25 March 2016

Participating in the Events of our Redemption

Palm Sunday of the Lord’s Passion
We are blest in our parish with a number of talented actors and actresses who perform in their school plays and musicals, and even in the productions at the Croswell.  Their talent to bring to life a character from a certain time period in the past, or even in an imaginary world, helps tell a story, and remind us of those past events, or help us to dream of fantastic stories.
In many ways we can see these liturgies that we celebrate during Holy Week like the performances on the stage.  Today and on Good Friday the Gospel of the Passion of the Lord will be read by many readers, not just the priest or deacon.  We began today by, in a sense, re-enacting Jesus’ triumphant entry into Jerusalem.  Thursday I will wash the feet of six people as a reminder that we are to serve.
But if we think that we are simply remembering a past event, from which we are removed by almost 2,000 years, then we do not understand the Church’s liturgy.  Because we are not actors in a performance in the Mass.  We are participants in the actual events of our redemption.  We do not put on a show that remind us of what Jesus did for us.  We are invited to engage in the very events and experience them in sacramental signs.  Pope St. Leo the Great said, “What was visible in our Savior has passed over into his mysteries.”  Another word for mysteries in the sense that Pope Leo used it was Sacraments, rites that connect us to Jesus’ life, death, and resurrection.  
As we gathered before Mass, we joined the crowd at Bethphage and waved our palms, welcoming our Messiah into Jerusalem as we walked into an icon of the heavenly Jerusalem, this church building.  As we see others’ feet being washed, Jesus our Lord and Master humbles Himself for us and reminds us that to follow Him means to serve others.  As we enter into the Eucharistic Prayer, we go to Calvary, at the foot of the cross, and see the sacrifice of the spotless Lamb of God, who shed His Precious Blood out of love for us.  And as we receive the Eucharist worthily, we participate in that very sacrifice by which we are saved.  These events are not something that are far removed, but, by the power of the Holy Spirit, enter into our time and are supposed to have a real effect on our lives.

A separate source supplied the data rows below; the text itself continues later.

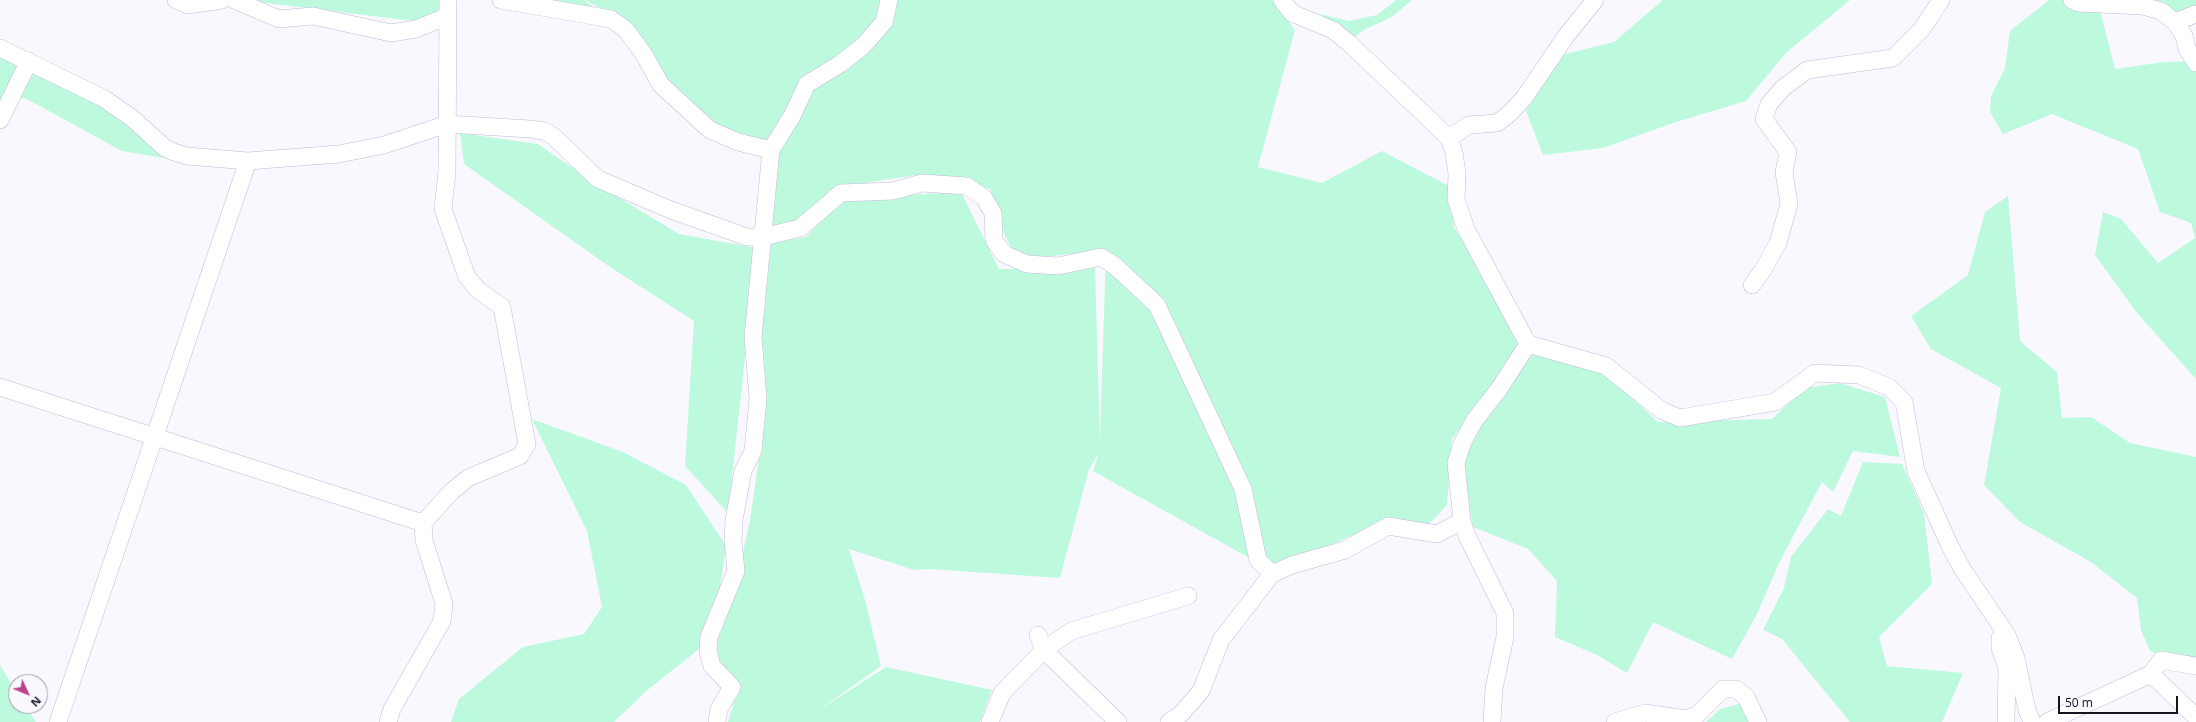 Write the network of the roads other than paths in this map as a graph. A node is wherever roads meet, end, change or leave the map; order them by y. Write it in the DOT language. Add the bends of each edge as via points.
graph roads {
  1 [pos="176,0"];
  2 [pos="222,0"];
  3 [pos="234,0"];
  4 [pos="500,0"];
  5 [pos="889,0"];
  6 [pos="1282,0"];
  7 [pos="1595,0"];
  8 [pos="1941,0"];
  9 [pos="2072,0"];
  10 [pos="448,8"];
  11 [pos="2196,14"];
  12 [pos="2175,22"];
  13 [pos="0,48"];
  14 [pos="29,61"];
  15 [pos="2196,63"];
  16 [pos="0,120"];
  17 [pos="447,124"];
  18 [pos="1449,138"];
  19 [pos="771,150"];
  20 [pos="248,161"];
  21 [pos="764,237"];
  22 [pos="1752,285"];
  23 [pos="1528,344"];
  24 [pos="0,386"];
  25 [pos="155,437"];
  26 [pos="1462,521"];
  27 [pos="423,523"];
  28 [pos="1272,574"];
  29 [pos="1188,596"];
  30 [pos="1998,620"];
  31 [pos="1041,642"];
  32 [pos="2196,666"];
  33 [pos="2151,674"];
  34 [pos="2196,717"];
  35 [pos="1179,719"];
  36 [pos="58,722"];
  37 [pos="388,722"];
  38 [pos="717,722"];
  39 [pos="990,722"];
  40 [pos="1118,722"];
  41 [pos="1492,722"];
  42 [pos="1615,722"];
  43 [pos="1758,722"];
  44 [pos="2006,722"];
  45 [pos="2032,722"];
  46 [pos="2048,722"];
  1 -- 2 [label="street" via="188,5"];
  3 -- 10 [label="street" via="279,19 313,16 391,33 416,29"];
  4 -- 19 [label="street" via="611,19 626,30 661,85 710,130 738,142"];
  5 -- 19 [label="street" via="884,22 863,46 807,84 792,116"];
  6 -- 18 [label="street" via="1292,12 1333,30 1350,44"];
  7 -- 18 [label="street" via="1562,42 1524,98 1509,114 1497,123 1469,125"];
  8 -- 22 [label="street" via="1922,29 1893,58 1807,70 1783,88 1769,104 1764,118 1788,152 1784,172 1789,204 1778,243"];
  9 -- 12 [label="street" via="2078,3 2142,6 2161,11"];
  10 -- 17 [label="street"];
  11 -- 12 [label="street"];
  12 -- 15 [label="street" via="2184,36 2186,50"];
  13 -- 14 [label="street"];
  14 -- 16 [label="street"];
  14 -- 20 [label="street" via="103,98 174,152 187,156"];
  17 -- 20 [label="street" via="384,145 339,154"];
  17 -- 21 [label="street" via="544,131 553,136 598,179 671,210 747,237"];
  17 -- 27 [label="street" via="447,171 443,209 467,277 478,290 502,307 527,444 520,456 468,478 451,492"];
  18 -- 23 [label="street" via="1457,174 1456,199 1466,229"];
  19 -- 21 [label="street"];
  20 -- 25 [label="street"];
  21 -- 28 [label="street" via="800,228 840,193 893,191 922,183 967,186 984,198 993,213 994,240 1004,254 1027,264 1058,266 1101,257 1115,266 1157,306 1243,489 1258,560"];
  21 -- 38 [label="street" via="753,337 758,399 753,451 743,471 734,520 736,571 709,637 708,651 712,666 732,687 718,709"];
  23 -- 26 [label="street" via="1500,389 1474,421 1462,444 1456,463"];
  23 -- 30 [label="street" via="1606,366 1661,410 1680,418 1775,402 1815,373 1859,375 1889,386 1904,402 1916,472 1950,546 1963,570"];
  24 -- 25 [label="street"];
  25 -- 27 [label="street"];
  25 -- 36 [label="street"];
  26 -- 28 [label="street" via="1437,534 1388,526 1345,550 1292,565"];
  26 -- 41 [label="street" via="1505,613 1505,637 1494,688"];
  27 -- 37 [label="street" via="424,540 444,604 442,621 392,709"];
  28 -- 35 [label="street" via="1221,640 1201,691"];
  29 -- 31 [label="street"];
  30 -- 44 [label="street" via="2000,648 2007,668"];
  30 -- 45 [label="street" via="2016,658"];
  31 -- 39 [label="street" via="1002,693"];
  31 -- 40 [label="street"];
  32 -- 33 [label="street" via="2161,660"];
  33 -- 34 [label="street"];
  33 -- 46 [label="street"];
  42 -- 43 [label="street" via="1645,714 1686,719 1697,715 1723,689 1736,689 1746,697"];
}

Many of us struggle with our Lenten promises.  Some of us have fallen, or never really began as we wanted.  In this last week of Lent, let us walk with Jesus on his pilgrimage to the crucifixion.  Let us not simply remember what Jesus did for us, but partake in the mysteries, the rites, which bring His life, death, and resurrection to us.  Because the beauty of our Catholic faith is that we not only remember what Jesus did for us, but we have the opportunity to be joined to our salvation and experience first-hand to what extent God would go to prove His love for us.